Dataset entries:
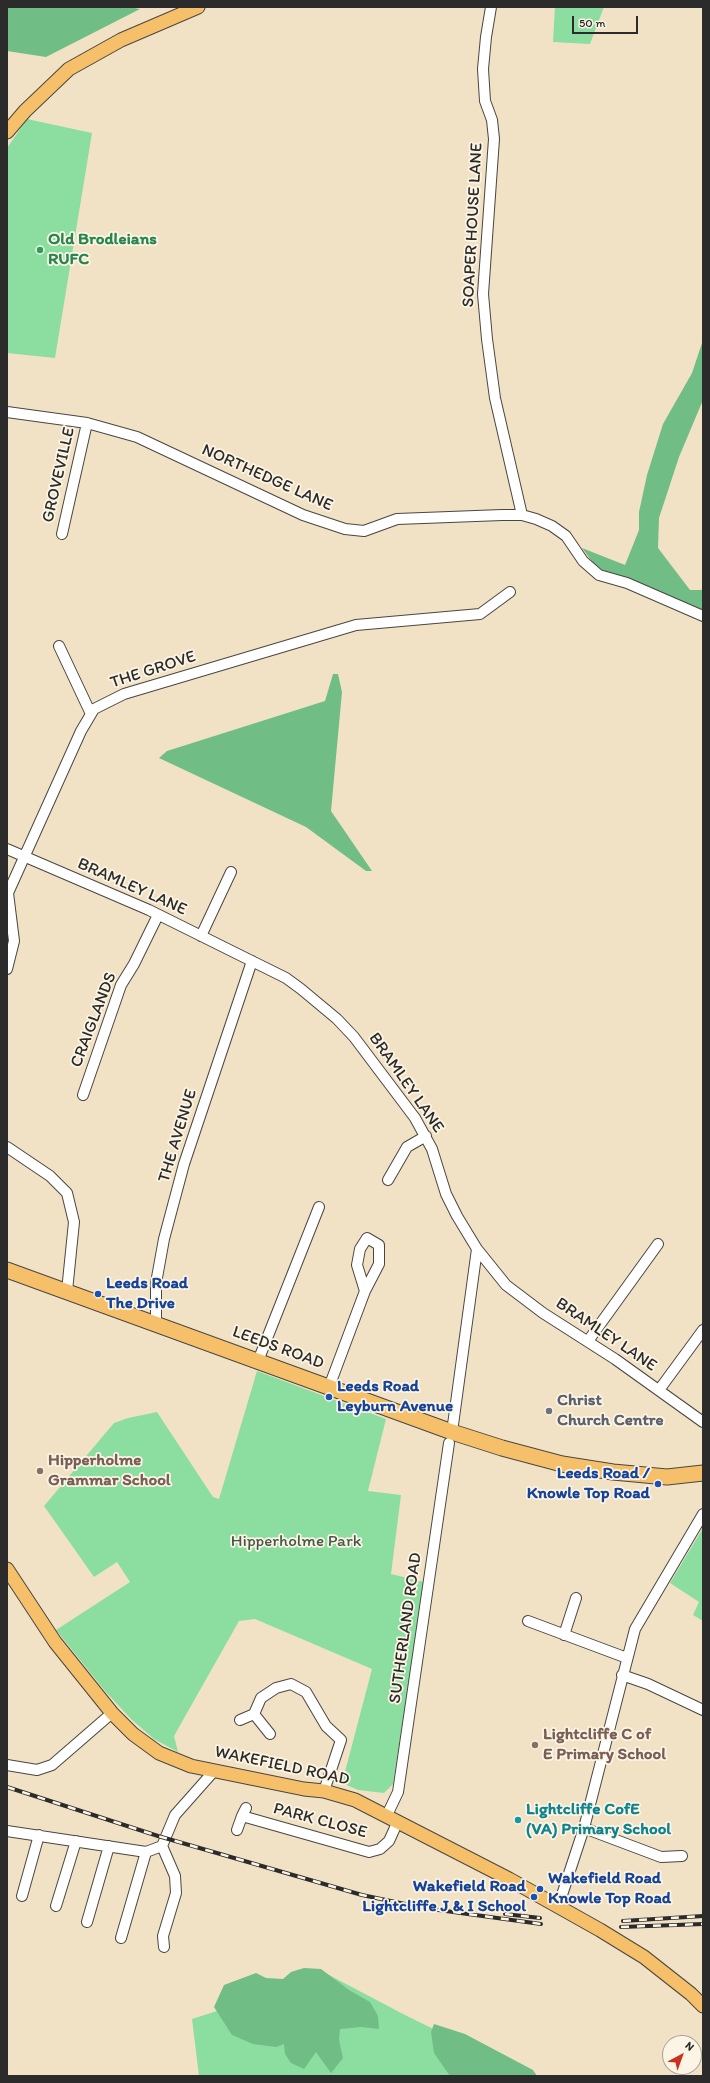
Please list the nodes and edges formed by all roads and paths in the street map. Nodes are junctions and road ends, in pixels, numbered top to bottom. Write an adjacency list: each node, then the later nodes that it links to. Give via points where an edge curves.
1 (198, 7): 3 (main road, via 113,44 69,69)
2 (491, 7): 6 (street, SOAPER HOUSE LANE, via 483,69 485,101 492,120 494,138 483,294 486,339 495,398)
3 (7, 132)
4 (7, 412): 5 (street, NORTHEDGE LANE)
5 (87, 423): 6 (street, NORTHEDGE LANE, via 137,437 303,515 345,529 364,531 397,519); 7 (street, GROVEVILLE)
6 (522, 515): 9 (street, NORTHEDGE LANE, via 552,526 566,536 583,561 599,575 628,583)
7 (62, 534)
8 (510, 592): 11 (street, THE GROVE, via 480,614 356,625 124,694 94,709)
9 (703, 616)
10 (59, 646): 11 (street)
11 (91, 714): 13 (street, THE GROVE, via 81,731)
12 (7, 849): 13 (street, BRAMLEY LANE)
13 (26, 857): 15 (street, BRAMLEY LANE); 16 (street, THE GROVE, via 8,893)
14 (231, 872): 17 (street)
15 (158, 915): 17 (street, BRAMLEY LANE); 20 (street, CRAIGLANDS, via 121,985)
16 (10, 931): 19 (street, THE GROVE, via 14,941)
17 (201, 936): 18 (street, BRAMLEY LANE)
18 (252, 961): 21 (street, BRAMLEY LANE, via 286,978 337,1019 354,1037); 30 (street, THE AVENUE, via 184,1164 164,1239 156,1283)
19 (7, 969)
20 (83, 1095)
21 (426, 1136): 23 (street, via 407,1146); 26 (street, BRAMLEY LANE, via 446,1194)
22 (7, 1147): 28 (street, via 50,1176 67,1193 74,1222)
23 (388, 1180)
24 (319, 1207): 33 (street)
25 (658, 1244): 32 (street)
26 (477, 1249): 32 (street, BRAMLEY LANE, via 506,1285 543,1313); 37 (street, SUTHERLAND ROAD)
27 (7, 1270): 28 (highway, LEEDS ROAD)
28 (67, 1291): 30 (highway, LEEDS ROAD)
29 (365, 1291): 34 (street)
30 (156, 1324): 33 (highway, LEEDS ROAD)
31 (703, 1330): 35 (street)
32 (588, 1341): 35 (street, BRAMLEY LANE)
33 (258, 1361): 34 (highway, LEEDS ROAD)
34 (329, 1387): 37 (highway, LEEDS ROAD)
35 (659, 1390): 36 (street, BRAMLEY LANE)
36 (703, 1422)
37 (451, 1438): 38 (highway, LEEDS ROAD, via 562,1464 613,1472 667,1476); 55 (street, SUTHERLAND ROAD)
38 (703, 1473)
39 (703, 1514): 45 (street, via 635,1629)
40 (7, 1569): 41 (main road, WAKEFIELD ROAD)
41 (11, 1585): 48 (main road, WAKEFIELD ROAD)
42 (576, 1598): 44 (street)
43 (528, 1621): 44 (street)
44 (564, 1634): 45 (street)
45 (627, 1658): 46 (street)
46 (622, 1675): 47 (street, via 648,1684); 56 (street)
47 (703, 1710)
48 (112, 1713): 52 (street, via 52,1765 37,1770); 53 (main road, WAKEFIELD ROAD, via 133,1734 159,1753 192,1766)
49 (254, 1714): 50 (street); 51 (street); 54 (street, via 261,1698 276,1688 290,1684 306,1692 326,1726 341,1740)
50 (240, 1720)
51 (270, 1734)
52 (7, 1765)
53 (214, 1771): 54 (main road, WAKEFIELD ROAD); 62 (street, via 175,1815)
54 (324, 1791): 55 (main road, WAKEFIELD ROAD, via 355,1800)
55 (392, 1818): 57 (street, PARK CLOSE, via 388,1841 380,1849 369,1852 244,1812); 67 (main road, WAKEFIELD ROAD)
56 (584, 1828): 64 (street, via 661,1857); 67 (street)
57 (238, 1830)
58 (7, 1831): 59 (street)
59 (39, 1835): 60 (street); 65 (street)
60 (76, 1841): 61 (street); 66 (street)
61 (109, 1846): 63 (street); 68 (street)
62 (162, 1846): 63 (street); 70 (street, via 175,1876 176,1893 163,1936)
63 (146, 1852): 69 (street)
64 (682, 1856)
65 (22, 1896)
66 (56, 1906)
67 (558, 1907): 71 (main road, WAKEFIELD ROAD, via 644,1957)
68 (87, 1922)
69 (120, 1938)
70 (164, 1947)
71 (703, 2006)

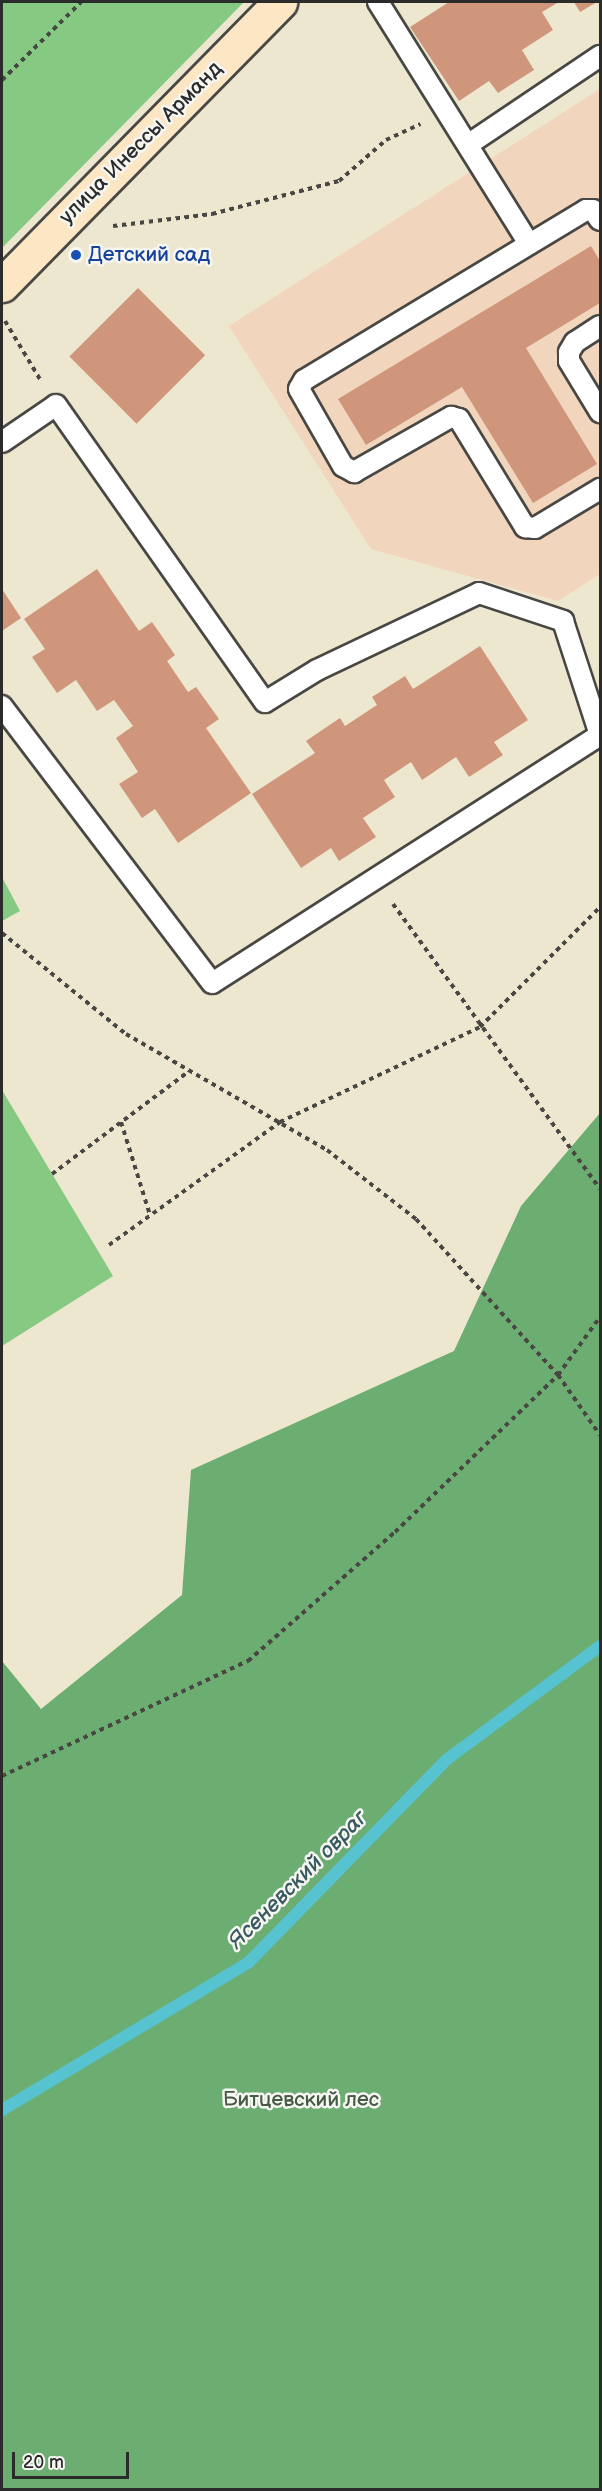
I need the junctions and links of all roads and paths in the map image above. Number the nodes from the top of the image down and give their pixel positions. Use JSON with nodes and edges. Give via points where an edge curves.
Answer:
{"nodes":[{"id":1,"x":81,"y":2,"type":"edge"},
{"id":2,"x":280,"y":2,"type":"edge"},
{"id":3,"x":378,"y":2,"type":"edge"},
{"id":4,"x":600,"y":56,"type":"edge"},
{"id":5,"x":2,"y":80,"type":"edge"},
{"id":6,"x":450,"y":115,"type":"junction"},
{"id":7,"x":469,"y":144,"type":"junction"},
{"id":8,"x":600,"y":220,"type":"edge"},
{"id":9,"x":100,"y":227,"type":"dead end"},
{"id":10,"x":529,"y":244,"type":"junction"},
{"id":11,"x":2,"y":285,"type":"edge"},
{"id":12,"x":2,"y":315,"type":"edge"},
{"id":13,"x":600,"y":327,"type":"edge"},
{"id":14,"x":56,"y":405,"type":"junction"},
{"id":15,"x":600,"y":412,"type":"edge"},
{"id":16,"x":2,"y":441,"type":"edge"},
{"id":17,"x":600,"y":489,"type":"edge"},
{"id":18,"x":2,"y":706,"type":"edge"},
{"id":19,"x":376,"y":879,"type":"junction"},
{"id":20,"x":600,"y":908,"type":"edge"},
{"id":21,"x":2,"y":933,"type":"edge"},
{"id":22,"x":480,"y":1027,"type":"junction"},
{"id":23,"x":189,"y":1071,"type":"junction"},
{"id":24,"x":121,"y":1122,"type":"junction"},
{"id":25,"x":280,"y":1122,"type":"junction"},
{"id":26,"x":52,"y":1174,"type":"dead end"},
{"id":27,"x":600,"y":1189,"type":"edge"},
{"id":28,"x":150,"y":1215,"type":"junction"},
{"id":29,"x":109,"y":1245,"type":"dead end"},
{"id":30,"x":600,"y":1317,"type":"edge"},
{"id":31,"x":558,"y":1374,"type":"junction"},
{"id":32,"x":600,"y":1435,"type":"edge"},
{"id":33,"x":2,"y":1776,"type":"edge"}],
"edges":[{"from":1,"to":5,"type":"path"},
{"from":2,"to":11,"type":"street","name":"улица Инессы Арманд"},
{"from":3,"to":6,"type":"lane"},
{"from":4,"to":7,"type":"lane"},
{"from":6,"to":7,"type":"lane"},
{"from":6,"to":9,"type":"path","via":[[386,140],[339,181],[212,214]]},
{"from":7,"to":10,"type":"lane"},
{"from":8,"to":10,"type":"lane","via":[[593,210],[586,210]]},
{"from":10,"to":17,"type":"lane","via":[[304,380],[300,395],[343,466],[354,472],[447,419],[459,419],[521,523],[530,530]]},
{"from":12,"to":14,"type":"path"},
{"from":13,"to":15,"type":"lane","via":[[575,342],[568,352],[569,361]]},
{"from":14,"to":16,"type":"lane"},
{"from":14,"to":19,"type":"lane","via":[[265,702],[317,670],[479,593],[563,621],[600,735]]},
{"from":18,"to":19,"type":"lane","via":[[212,983]]},
{"from":19,"to":22,"type":"path"},
{"from":20,"to":22,"type":"path"},
{"from":21,"to":23,"type":"path","via":[[126,1034]]},
{"from":22,"to":25,"type":"path"},
{"from":22,"to":27,"type":"path"},
{"from":23,"to":24,"type":"path"},
{"from":23,"to":25,"type":"path"},
{"from":24,"to":26,"type":"path"},
{"from":24,"to":28,"type":"path"},
{"from":25,"to":28,"type":"path"},
{"from":25,"to":31,"type":"path","via":[[327,1150],[416,1219]]},
{"from":28,"to":29,"type":"path"},
{"from":30,"to":31,"type":"path"},
{"from":31,"to":32,"type":"path"},
{"from":31,"to":33,"type":"path","via":[[395,1532],[248,1661]]}]}
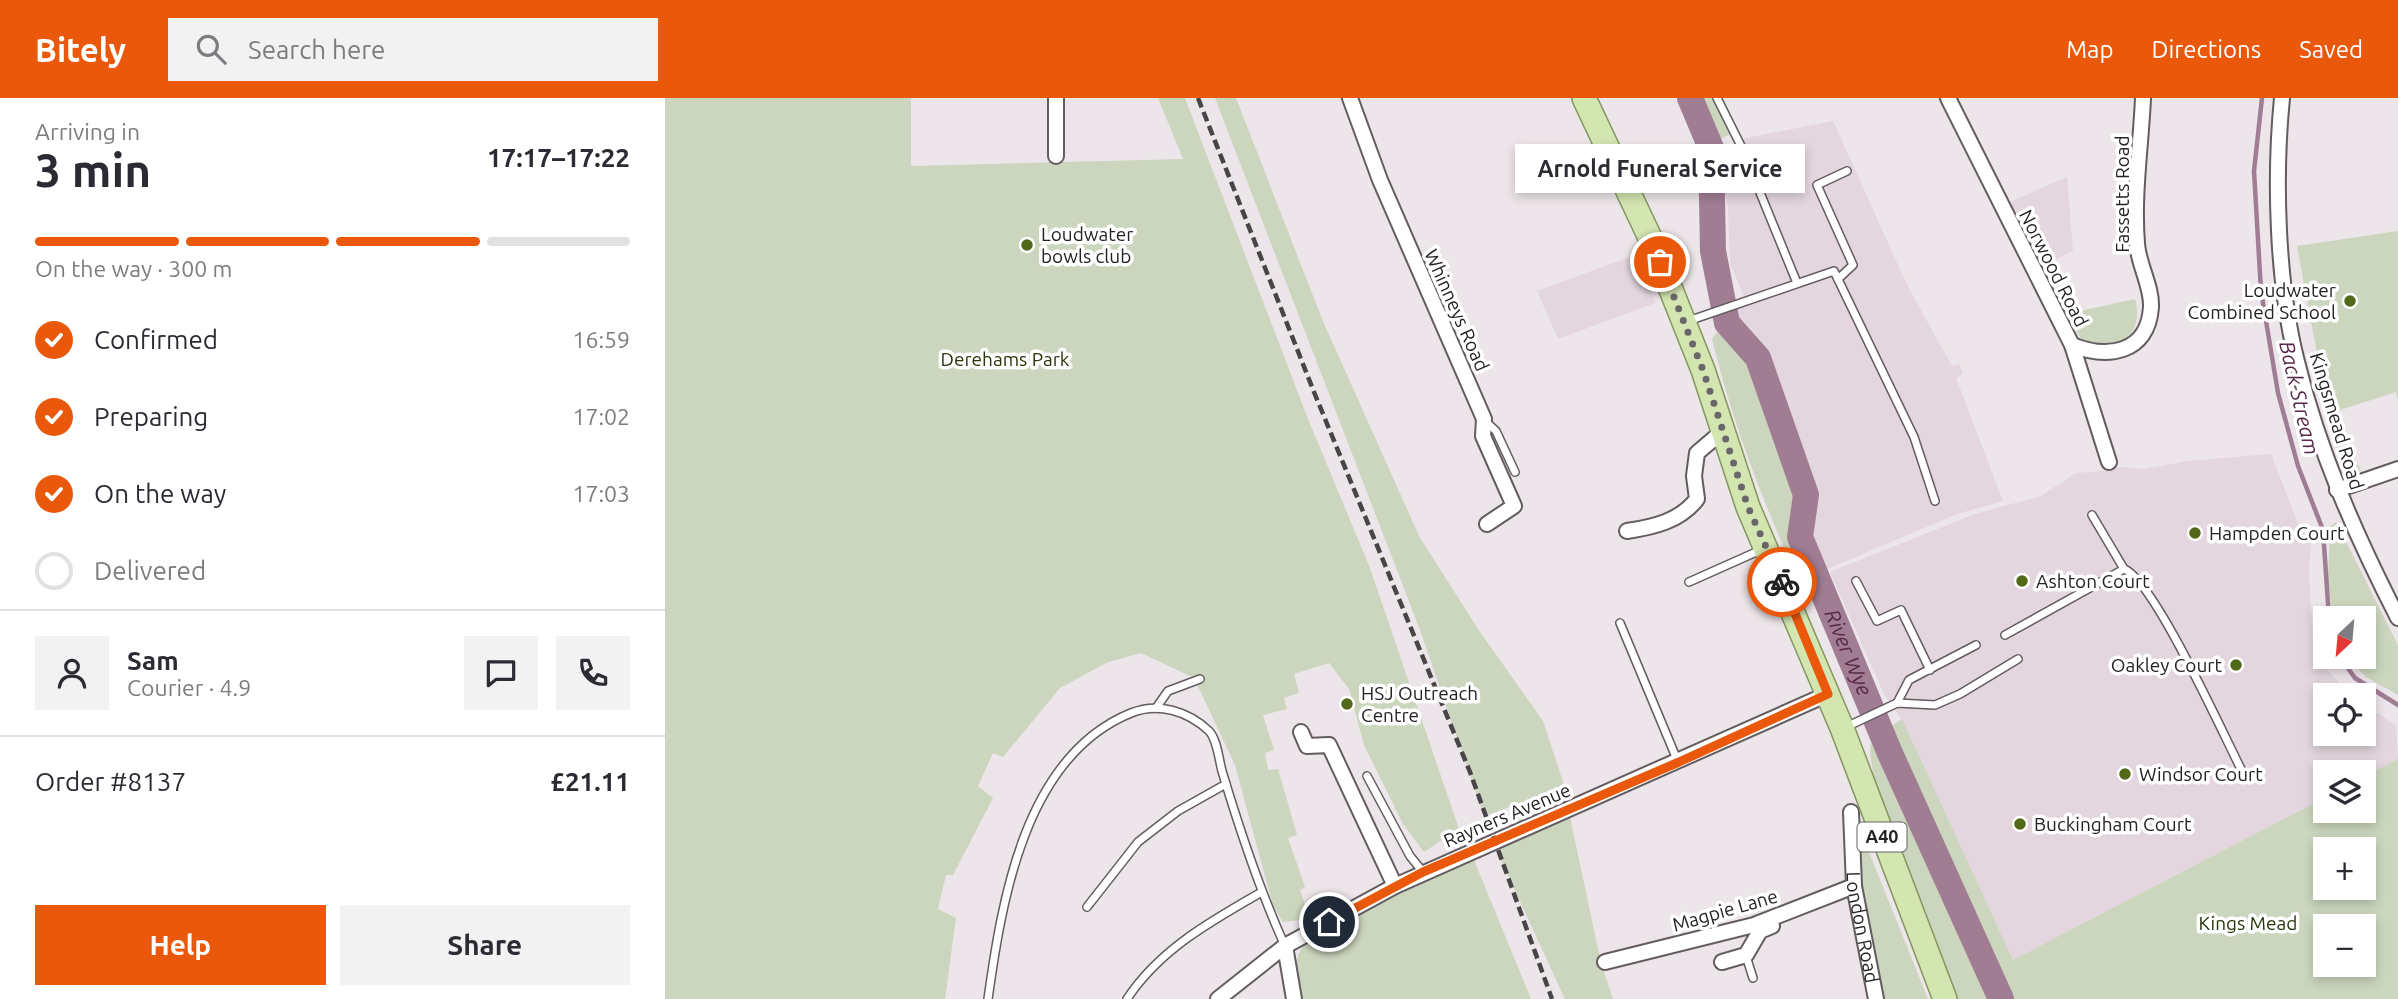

» **What needs to be done**: The word "SUTHERLAND" appears in how many lines of the records? Give the number only.

» **Finished exercise**: 2